I might have thought I’d dreamt it or been carried away by all the crazy novels Mary had me read. I might have forgotten that sensation of shame rushing through me like blood. But that night my father appeared in my bedroom doorway, blocking out the light behind him. I stared at him, tried to figure out what he was doing, but I couldn’t make out his eyes in the mass of his body. The whole room was cast into shadows, and my father’s silhouette showed up jagged on my wall, like teeth.

“Father?” I whispered. For a moment I wondered if it was someone else, a stranger who’d broken into our house and come for me. I felt fear slide through my body in a cold rush. He was so large, looming there, much larger than he had appeared in the confines of the rocking chair.
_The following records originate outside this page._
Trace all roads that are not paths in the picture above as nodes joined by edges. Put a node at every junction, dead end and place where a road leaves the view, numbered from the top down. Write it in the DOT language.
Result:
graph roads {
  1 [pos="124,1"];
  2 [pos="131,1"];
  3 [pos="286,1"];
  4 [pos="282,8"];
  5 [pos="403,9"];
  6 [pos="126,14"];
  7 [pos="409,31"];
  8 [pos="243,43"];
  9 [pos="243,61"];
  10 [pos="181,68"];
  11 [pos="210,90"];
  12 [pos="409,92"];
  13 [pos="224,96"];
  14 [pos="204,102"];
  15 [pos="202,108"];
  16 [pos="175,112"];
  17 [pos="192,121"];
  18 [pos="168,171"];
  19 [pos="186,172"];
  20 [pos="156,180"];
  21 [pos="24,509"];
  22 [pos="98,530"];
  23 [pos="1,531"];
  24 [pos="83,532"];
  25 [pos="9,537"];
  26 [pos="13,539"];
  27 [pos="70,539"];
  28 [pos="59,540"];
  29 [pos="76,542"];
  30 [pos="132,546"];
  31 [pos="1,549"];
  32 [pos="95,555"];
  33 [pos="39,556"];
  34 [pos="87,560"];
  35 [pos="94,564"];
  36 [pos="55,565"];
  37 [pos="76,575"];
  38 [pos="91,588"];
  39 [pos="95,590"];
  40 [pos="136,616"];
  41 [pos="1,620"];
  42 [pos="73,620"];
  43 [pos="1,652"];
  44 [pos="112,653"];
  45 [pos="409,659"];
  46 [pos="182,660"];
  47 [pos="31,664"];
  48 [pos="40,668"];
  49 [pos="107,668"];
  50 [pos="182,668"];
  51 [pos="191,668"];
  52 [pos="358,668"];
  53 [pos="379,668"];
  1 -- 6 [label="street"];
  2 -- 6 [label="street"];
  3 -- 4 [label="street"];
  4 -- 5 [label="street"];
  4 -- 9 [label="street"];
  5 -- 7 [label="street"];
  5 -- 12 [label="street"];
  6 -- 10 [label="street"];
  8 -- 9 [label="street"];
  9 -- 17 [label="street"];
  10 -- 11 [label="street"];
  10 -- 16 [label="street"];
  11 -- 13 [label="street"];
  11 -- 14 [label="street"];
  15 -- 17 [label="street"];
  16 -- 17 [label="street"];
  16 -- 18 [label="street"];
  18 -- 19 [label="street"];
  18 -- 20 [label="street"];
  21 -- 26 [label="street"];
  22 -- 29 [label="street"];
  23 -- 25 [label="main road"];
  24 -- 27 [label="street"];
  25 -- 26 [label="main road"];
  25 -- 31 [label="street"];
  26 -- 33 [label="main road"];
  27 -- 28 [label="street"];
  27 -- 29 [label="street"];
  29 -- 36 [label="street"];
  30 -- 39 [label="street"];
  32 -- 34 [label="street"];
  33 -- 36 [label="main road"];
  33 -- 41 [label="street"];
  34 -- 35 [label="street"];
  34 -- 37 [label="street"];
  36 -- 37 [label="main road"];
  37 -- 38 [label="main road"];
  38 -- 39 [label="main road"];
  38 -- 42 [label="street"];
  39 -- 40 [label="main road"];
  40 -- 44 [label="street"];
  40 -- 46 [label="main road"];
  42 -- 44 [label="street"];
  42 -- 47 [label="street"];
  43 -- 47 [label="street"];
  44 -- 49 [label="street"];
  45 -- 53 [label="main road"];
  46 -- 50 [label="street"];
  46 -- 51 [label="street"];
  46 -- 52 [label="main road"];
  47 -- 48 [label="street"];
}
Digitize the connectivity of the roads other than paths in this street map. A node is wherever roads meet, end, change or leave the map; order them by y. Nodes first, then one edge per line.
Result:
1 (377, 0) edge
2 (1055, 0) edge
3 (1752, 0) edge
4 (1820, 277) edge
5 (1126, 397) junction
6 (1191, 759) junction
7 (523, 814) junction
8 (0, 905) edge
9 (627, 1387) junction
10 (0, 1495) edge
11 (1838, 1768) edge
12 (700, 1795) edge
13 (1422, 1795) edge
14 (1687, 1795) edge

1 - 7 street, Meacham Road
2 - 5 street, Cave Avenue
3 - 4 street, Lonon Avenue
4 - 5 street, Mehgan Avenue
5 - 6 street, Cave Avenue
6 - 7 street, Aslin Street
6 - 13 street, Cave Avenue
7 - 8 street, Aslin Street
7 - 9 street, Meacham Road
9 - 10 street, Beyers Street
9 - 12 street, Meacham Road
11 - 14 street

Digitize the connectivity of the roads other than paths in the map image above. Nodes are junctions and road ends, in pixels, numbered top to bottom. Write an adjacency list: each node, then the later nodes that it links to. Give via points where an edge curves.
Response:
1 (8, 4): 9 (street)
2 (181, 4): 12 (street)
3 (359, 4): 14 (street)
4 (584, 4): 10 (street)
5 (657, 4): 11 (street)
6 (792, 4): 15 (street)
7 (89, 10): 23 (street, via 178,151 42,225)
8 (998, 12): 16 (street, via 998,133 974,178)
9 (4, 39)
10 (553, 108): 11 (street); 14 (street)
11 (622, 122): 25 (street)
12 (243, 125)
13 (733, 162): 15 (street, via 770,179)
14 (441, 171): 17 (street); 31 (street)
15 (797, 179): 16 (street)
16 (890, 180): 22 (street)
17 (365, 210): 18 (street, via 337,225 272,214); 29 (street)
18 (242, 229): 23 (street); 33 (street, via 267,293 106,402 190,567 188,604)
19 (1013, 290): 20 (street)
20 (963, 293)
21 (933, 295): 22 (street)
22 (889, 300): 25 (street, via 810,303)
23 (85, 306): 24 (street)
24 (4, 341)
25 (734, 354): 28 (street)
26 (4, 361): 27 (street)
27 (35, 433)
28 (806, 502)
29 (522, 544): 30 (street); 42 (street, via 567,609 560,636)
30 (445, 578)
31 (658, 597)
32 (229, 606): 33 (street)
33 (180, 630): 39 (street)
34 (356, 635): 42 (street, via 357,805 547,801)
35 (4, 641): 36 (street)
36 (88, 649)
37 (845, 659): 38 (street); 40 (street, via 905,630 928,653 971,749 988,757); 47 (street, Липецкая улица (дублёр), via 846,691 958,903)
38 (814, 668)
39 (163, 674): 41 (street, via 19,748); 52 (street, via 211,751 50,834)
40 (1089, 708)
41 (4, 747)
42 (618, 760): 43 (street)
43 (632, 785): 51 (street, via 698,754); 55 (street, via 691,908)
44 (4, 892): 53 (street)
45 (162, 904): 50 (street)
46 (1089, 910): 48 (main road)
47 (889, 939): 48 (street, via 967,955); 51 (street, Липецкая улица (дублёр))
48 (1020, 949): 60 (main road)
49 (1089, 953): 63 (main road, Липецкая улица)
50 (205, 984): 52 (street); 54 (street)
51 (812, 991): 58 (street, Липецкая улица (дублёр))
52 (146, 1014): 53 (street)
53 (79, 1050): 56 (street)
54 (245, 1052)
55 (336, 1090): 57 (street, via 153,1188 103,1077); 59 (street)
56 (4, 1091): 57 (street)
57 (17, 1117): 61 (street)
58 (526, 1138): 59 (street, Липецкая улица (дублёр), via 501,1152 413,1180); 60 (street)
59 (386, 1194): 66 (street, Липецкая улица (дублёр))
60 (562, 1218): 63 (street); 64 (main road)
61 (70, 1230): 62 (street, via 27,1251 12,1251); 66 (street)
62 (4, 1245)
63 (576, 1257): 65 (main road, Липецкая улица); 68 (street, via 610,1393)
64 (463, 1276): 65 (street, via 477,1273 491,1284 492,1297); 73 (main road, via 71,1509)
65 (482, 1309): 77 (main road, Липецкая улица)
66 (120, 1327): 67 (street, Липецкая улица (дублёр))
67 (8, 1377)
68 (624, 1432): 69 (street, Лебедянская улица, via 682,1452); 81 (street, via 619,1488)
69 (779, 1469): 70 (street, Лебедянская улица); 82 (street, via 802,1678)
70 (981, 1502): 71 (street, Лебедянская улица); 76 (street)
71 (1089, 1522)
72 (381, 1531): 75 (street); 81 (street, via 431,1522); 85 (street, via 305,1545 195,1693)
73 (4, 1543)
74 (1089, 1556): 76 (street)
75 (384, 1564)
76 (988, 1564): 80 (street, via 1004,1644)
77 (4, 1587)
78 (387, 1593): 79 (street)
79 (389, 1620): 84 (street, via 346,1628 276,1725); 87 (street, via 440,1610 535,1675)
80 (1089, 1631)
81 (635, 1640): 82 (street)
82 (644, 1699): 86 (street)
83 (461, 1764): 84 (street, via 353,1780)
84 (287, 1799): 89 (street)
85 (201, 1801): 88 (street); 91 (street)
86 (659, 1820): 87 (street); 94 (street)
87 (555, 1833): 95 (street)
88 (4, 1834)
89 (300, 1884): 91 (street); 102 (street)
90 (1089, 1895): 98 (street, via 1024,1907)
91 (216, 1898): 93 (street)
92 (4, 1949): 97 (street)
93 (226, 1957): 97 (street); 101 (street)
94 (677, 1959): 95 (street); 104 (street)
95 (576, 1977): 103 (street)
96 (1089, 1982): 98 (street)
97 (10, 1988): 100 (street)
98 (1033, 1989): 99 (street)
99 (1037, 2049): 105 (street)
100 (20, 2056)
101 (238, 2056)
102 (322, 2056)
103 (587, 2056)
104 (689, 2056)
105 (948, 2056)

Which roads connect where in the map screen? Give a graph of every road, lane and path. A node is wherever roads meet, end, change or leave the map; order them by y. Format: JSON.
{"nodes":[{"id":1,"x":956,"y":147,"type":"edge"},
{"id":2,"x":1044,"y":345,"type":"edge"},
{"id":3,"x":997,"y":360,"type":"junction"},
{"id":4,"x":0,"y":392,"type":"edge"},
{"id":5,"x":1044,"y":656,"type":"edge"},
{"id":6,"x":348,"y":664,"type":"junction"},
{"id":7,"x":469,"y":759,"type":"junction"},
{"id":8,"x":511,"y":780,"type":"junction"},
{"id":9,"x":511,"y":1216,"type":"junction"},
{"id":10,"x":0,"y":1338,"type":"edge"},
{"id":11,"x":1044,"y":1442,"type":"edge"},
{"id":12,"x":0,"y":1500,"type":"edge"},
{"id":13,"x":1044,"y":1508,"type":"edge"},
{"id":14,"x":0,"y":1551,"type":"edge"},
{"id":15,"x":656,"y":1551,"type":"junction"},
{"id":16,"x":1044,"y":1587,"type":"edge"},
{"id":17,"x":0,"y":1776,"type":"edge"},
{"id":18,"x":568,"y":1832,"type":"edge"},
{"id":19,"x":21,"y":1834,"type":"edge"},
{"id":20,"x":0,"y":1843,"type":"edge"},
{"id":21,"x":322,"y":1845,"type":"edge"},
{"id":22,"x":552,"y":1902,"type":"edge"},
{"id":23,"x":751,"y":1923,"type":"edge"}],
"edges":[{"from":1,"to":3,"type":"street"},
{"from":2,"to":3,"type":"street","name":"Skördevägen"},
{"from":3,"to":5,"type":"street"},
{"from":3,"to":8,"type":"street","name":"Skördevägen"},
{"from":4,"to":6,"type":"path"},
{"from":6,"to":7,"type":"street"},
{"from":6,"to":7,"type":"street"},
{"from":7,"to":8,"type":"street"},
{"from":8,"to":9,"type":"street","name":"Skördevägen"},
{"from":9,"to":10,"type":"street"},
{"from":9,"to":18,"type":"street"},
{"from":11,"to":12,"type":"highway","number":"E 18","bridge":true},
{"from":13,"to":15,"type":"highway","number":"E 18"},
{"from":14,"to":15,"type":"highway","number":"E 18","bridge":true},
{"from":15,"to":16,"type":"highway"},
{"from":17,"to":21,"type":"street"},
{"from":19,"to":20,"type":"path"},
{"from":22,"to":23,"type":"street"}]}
“Who is it?” I breathed, my heart pounding. I looked to the bed across the room, but I could tell from the sounds of Geraldine’s snoring that she was fast asleep.

“Shhhh,” he said. Even with that hushed tone, I knew who it was, yet I had never heard such a soft, gentle sound come from his mouth. A sound that seared over my skin.

“Here, Tessa,” he whispered, reaching out his hand. “Mind your sister. See you don’t wake her.” I could have sworn he was smiling, but even as my eyes adjusted to the light I could not make out his features.

I dared not say no to him. I shook as I pushed back the covers and threw my legs over the bed, toward the floor. The wood was cold under my bare feet as I stepped down, and I stopped and pulled my arms around my shoulders. I could not stop shaking.

“Do as I say, girl,” he said, still reaching his hand toward me.

I walked in slow steps across the floor, my arms wrapped around me. He snatched my wrist in his palm as I approached. I glanced back—the room seemed strange, covered in shadow and dark. Geraldine was spread out on her mattress. Breathing slowly in and out.

I followed him down the creaking stairway, through the front hall, back through the kitchen. He held the screen door open for me and then I was outside, stumbling over grass and crops, dirt crunching under my feet. We did not speak. I barely even breathed as I walked on tiptoes behind him, and my mind raced with all the things I must have done wrong to make him come for me at night like this, without even waking Geraldine.

He grabbed my wrist and pulled me into the cornfield. The corn swished on both sides of us. He pushed me down onto the dirt with the corn swaying, hovering over me. The moon was out that night, I remember. The corn stretched in front of it like claws.

I closed my eyes and braced myself for his hands against my skin. When they came they were gentle, slow. I popped open my eyes, astonished. Wasn’t he going to hit me? Hadn’t I done something wrong?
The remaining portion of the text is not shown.